• _EXERCISE INPUTS_
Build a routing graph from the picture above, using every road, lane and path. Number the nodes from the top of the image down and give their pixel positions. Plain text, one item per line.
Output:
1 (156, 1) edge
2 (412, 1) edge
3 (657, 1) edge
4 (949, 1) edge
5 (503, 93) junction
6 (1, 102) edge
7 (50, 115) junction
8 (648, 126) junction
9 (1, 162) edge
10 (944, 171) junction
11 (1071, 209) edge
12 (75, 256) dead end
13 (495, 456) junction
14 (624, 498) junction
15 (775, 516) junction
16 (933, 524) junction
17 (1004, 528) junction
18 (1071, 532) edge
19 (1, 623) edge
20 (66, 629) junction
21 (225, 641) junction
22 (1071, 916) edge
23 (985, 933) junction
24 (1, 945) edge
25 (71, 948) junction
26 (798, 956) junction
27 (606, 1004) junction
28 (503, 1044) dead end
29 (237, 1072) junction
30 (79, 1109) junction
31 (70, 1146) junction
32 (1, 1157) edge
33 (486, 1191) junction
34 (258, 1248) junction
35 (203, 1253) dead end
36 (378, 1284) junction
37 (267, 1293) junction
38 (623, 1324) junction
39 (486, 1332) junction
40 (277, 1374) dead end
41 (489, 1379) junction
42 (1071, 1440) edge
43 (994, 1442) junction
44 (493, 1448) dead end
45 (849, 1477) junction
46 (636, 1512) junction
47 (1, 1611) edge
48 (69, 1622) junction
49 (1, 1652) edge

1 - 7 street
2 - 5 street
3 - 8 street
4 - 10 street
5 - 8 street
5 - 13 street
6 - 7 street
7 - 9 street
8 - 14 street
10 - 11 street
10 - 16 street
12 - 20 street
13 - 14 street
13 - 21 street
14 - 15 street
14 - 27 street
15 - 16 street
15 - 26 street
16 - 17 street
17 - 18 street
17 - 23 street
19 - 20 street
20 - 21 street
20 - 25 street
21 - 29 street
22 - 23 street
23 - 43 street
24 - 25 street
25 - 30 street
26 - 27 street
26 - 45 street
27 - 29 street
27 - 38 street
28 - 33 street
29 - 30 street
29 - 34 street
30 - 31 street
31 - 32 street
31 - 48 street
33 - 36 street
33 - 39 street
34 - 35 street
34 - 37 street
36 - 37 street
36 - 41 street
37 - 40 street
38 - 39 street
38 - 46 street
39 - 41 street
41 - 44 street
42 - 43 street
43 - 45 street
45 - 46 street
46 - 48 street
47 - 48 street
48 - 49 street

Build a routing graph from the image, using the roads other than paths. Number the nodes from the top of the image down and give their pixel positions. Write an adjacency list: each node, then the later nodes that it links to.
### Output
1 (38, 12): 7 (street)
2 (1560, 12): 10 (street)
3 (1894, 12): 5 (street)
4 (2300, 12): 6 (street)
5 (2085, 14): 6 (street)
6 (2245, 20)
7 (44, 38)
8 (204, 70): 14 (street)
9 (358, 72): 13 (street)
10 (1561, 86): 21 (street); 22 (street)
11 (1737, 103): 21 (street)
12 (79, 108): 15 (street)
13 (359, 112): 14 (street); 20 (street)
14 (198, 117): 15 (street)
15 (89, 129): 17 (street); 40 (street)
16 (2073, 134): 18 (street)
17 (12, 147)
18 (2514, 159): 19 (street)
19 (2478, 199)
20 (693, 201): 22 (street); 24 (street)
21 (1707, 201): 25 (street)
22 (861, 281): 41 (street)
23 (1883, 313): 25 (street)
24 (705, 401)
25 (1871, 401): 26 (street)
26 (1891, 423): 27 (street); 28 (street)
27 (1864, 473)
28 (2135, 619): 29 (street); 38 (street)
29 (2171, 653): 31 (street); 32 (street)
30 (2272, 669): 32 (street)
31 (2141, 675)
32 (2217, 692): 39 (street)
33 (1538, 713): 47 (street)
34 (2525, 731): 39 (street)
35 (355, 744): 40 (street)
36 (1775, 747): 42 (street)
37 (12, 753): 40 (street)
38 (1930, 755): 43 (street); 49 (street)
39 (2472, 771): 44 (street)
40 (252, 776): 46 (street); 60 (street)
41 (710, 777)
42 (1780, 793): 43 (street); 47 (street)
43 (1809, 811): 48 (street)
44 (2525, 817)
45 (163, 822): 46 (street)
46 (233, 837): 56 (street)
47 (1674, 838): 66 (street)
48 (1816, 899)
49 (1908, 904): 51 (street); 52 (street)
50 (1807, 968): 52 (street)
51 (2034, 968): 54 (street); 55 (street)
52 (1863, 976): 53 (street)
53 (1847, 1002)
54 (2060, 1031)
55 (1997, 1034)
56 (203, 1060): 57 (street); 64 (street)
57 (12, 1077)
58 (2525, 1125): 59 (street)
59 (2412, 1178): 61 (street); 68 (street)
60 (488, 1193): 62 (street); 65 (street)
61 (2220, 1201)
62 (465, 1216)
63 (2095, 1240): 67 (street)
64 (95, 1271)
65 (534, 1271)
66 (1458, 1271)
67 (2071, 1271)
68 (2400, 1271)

• _REQUIRED ACTION_
Using the material, show each line where the string "positions" can be found.

• _RESPONSE BOX_
Build a routing graph from the picture above, using every road, lane and path. Number the nodes from the top of the image down and give their pixel positions. Plain text, one item per line.
Build a routing graph from the image, using the roads other than paths. Number the nodes from the top of the image down and give their pixel positions. Write an adjacency list: each node, then the later nodes that it links to.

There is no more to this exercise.